I'd favour retrospective action with a 3 game ban for diving. It would stamp it out in a month.
 
Quite a few of those Bale yellow cards weren't dives though, so we shouldn't top that list!
 
I kinda agree with Ashley Young that its up to the referees to spot it. If you bring in retrospective action for this you should bring in retrospective action for being offside or pulling shirts as well imo.
 
Quite a few of those Bale yellow cards weren't dives though, so we shouldn't top that list!

Quite a few as in about half of them - he was the spacegoat, while Suarez, Young, and several Chelski players kept on simulating, diving and making a mockery of the game with only minor, minor punishments.

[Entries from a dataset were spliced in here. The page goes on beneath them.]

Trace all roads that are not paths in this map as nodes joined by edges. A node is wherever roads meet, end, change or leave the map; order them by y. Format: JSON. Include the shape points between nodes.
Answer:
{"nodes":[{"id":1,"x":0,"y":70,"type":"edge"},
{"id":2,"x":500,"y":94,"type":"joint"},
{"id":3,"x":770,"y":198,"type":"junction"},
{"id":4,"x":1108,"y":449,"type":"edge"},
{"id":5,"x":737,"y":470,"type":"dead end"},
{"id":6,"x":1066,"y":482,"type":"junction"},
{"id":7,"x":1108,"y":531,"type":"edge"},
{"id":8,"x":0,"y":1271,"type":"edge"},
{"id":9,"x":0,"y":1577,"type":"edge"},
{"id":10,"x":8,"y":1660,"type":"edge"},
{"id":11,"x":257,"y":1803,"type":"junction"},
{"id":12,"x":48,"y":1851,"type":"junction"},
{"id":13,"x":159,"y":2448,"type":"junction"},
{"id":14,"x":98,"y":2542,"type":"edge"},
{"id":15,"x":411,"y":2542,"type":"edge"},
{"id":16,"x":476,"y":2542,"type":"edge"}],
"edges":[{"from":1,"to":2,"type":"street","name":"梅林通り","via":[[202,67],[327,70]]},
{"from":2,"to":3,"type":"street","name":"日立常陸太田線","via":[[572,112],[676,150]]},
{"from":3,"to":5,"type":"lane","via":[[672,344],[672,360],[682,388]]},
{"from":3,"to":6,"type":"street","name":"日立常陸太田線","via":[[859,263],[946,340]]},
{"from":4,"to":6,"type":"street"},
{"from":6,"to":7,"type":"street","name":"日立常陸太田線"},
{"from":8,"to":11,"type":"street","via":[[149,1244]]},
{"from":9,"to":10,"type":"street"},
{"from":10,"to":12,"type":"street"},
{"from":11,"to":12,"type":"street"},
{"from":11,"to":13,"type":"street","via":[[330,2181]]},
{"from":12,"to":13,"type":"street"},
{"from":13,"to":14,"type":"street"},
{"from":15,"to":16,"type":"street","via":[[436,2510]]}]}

Bale's last yellow for this for us, when some random defender whose name escapes me climbed on top of him and pushed him to the ground, is the worst refereeing decision I have ever seen. Worse than Maradonas hand of GHod and the Mendes goal that never was.
 
Quite a few as in about half of them - he was the spacegoat, while Suarez, Young, and several Chelski players kept on simulating, diving and making a mockery of the game with only minor, minor punishments.

Bale's last yellow for this for us, when some random defender whose name escapes me climbed on top of him and pushed him to the ground, is the worst refereeing decision I have ever seen. Worse than Maradonas hand of GHod and the Mendes goal that never was.

I referred to this above - it was Seb Larsson, who was playing as a stop-gap right back in the last game of last season.
 
I kinda agree with Ashley Young that its up to the referees to spot it. If you bring in retrospective action for this you should bring in retrospective action for being offside or pulling shirts as well imo.

You can't bring in retroactive action to anything that affects the result (e.g. offside), it just opens too big a can of worms (and legal action).

Ala cricket, something against players who bring the game into disrepute? e.g. diving, fouling off the ball, spitting/elbows/etc. why not? Young would say **** like that because he is one of the biggest offenders.
 
I kinda agree with Ashley Young that its up to the referees to spot it. If you bring in retrospective action for this you should bring in retrospective action for being offside or pulling shirts as well imo.

Not only is a deliberate attempt to win a penalty by deceiving the referee a completely different issue from being offside (or tugging a shirt, for that matter) but what retrospective action could you possibly bring in for an unnoticed offside, and what would be the point of doing it, even if you could think of one?